Task inputs START
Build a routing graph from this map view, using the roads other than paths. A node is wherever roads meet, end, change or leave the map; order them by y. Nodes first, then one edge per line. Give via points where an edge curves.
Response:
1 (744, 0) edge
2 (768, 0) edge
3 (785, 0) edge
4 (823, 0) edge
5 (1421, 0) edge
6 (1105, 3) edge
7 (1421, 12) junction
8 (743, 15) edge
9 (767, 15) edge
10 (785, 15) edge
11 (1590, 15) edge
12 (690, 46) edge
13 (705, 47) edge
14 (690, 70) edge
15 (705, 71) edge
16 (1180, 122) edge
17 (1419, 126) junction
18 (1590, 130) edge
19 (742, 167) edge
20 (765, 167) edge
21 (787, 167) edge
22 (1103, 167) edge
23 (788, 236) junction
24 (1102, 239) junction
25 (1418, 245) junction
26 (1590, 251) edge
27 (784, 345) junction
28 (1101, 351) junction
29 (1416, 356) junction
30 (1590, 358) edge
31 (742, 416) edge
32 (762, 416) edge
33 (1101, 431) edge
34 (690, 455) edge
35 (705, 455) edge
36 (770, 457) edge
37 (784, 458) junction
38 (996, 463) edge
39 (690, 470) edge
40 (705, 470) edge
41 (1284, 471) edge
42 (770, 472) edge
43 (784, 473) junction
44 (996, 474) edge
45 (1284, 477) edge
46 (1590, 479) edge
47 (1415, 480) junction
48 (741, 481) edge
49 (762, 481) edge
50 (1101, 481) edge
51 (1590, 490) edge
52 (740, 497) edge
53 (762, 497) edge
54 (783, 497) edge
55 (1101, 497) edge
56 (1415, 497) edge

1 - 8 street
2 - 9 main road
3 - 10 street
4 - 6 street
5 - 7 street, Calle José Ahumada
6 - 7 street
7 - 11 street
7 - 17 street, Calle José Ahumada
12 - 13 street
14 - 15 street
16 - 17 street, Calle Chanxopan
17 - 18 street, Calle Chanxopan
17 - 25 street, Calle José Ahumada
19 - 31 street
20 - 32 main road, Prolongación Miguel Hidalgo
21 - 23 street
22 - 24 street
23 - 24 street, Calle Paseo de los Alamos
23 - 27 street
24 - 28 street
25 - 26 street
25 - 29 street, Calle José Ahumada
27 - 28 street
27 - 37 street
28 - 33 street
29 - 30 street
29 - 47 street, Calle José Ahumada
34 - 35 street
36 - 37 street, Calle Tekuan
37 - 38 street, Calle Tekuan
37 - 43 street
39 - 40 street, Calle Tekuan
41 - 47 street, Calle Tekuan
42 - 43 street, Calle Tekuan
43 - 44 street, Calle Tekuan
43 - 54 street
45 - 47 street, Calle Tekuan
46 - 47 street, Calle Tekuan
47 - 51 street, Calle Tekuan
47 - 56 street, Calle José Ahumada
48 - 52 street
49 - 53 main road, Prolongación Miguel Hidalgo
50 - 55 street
Task inputs END
Exercise directions:
When you write the entries out again, keep every word and mark exactly as it is.

Reply:
Build a routing graph from this map view, using the roads other than paths. A node is wherever roads meet, end, change or leave the map; order them by y. Nodes first, then one edge per line. Give via points where an edge curves.
Response:
1 (744, 0) edge
2 (768, 0) edge
3 (785, 0) edge
4 (823, 0) edge
5 (1421, 0) edge
6 (1105, 3) edge
7 (1421, 12) junction
8 (743, 15) edge
9 (767, 15) edge
10 (785, 15) edge
11 (1590, 15) edge
12 (690, 46) edge
13 (705, 47) edge
14 (690, 70) edge
15 (705, 71) edge
16 (1180, 122) edge
17 (1419, 126) junction
18 (1590, 130) edge
19 (742, 167) edge
20 (765, 167) edge
21 (787, 167) edge
22 (1103, 167) edge
23 (788, 236) junction
24 (1102, 239) junction
25 (1418, 245) junction
26 (1590, 251) edge
27 (784, 345) junction
28 (1101, 351) junction
29 (1416, 356) junction
30 (1590, 358) edge
31 (742, 416) edge
32 (762, 416) edge
33 (1101, 431) edge
34 (690, 455) edge
35 (705, 455) edge
36 (770, 457) edge
37 (784, 458) junction
38 (996, 463) edge
39 (690, 470) edge
40 (705, 470) edge
41 (1284, 471) edge
42 (770, 472) edge
43 (784, 473) junction
44 (996, 474) edge
45 (1284, 477) edge
46 (1590, 479) edge
47 (1415, 480) junction
48 (741, 481) edge
49 (762, 481) edge
50 (1101, 481) edge
51 (1590, 490) edge
52 (740, 497) edge
53 (762, 497) edge
54 (783, 497) edge
55 (1101, 497) edge
56 (1415, 497) edge

1 - 8 street
2 - 9 main road
3 - 10 street
4 - 6 street
5 - 7 street, Calle José Ahumada
6 - 7 street
7 - 11 street
7 - 17 street, Calle José Ahumada
12 - 13 street
14 - 15 street
16 - 17 street, Calle Chanxopan
17 - 18 street, Calle Chanxopan
17 - 25 street, Calle José Ahumada
19 - 31 street
20 - 32 main road, Prolongación Miguel Hidalgo
21 - 23 street
22 - 24 street
23 - 24 street, Calle Paseo de los Alamos
23 - 27 street
24 - 28 street
25 - 26 street
25 - 29 street, Calle José Ahumada
27 - 28 street
27 - 37 street
28 - 33 street
29 - 30 street
29 - 47 street, Calle José Ahumada
34 - 35 street
36 - 37 street, Calle Tekuan
37 - 38 street, Calle Tekuan
37 - 43 street
39 - 40 street, Calle Tekuan
41 - 47 street, Calle Tekuan
42 - 43 street, Calle Tekuan
43 - 44 street, Calle Tekuan
43 - 54 street
45 - 47 street, Calle Tekuan
46 - 47 street, Calle Tekuan
47 - 51 street, Calle Tekuan
47 - 56 street, Calle José Ahumada
48 - 52 street
49 - 53 main road, Prolongación Miguel Hidalgo
50 - 55 street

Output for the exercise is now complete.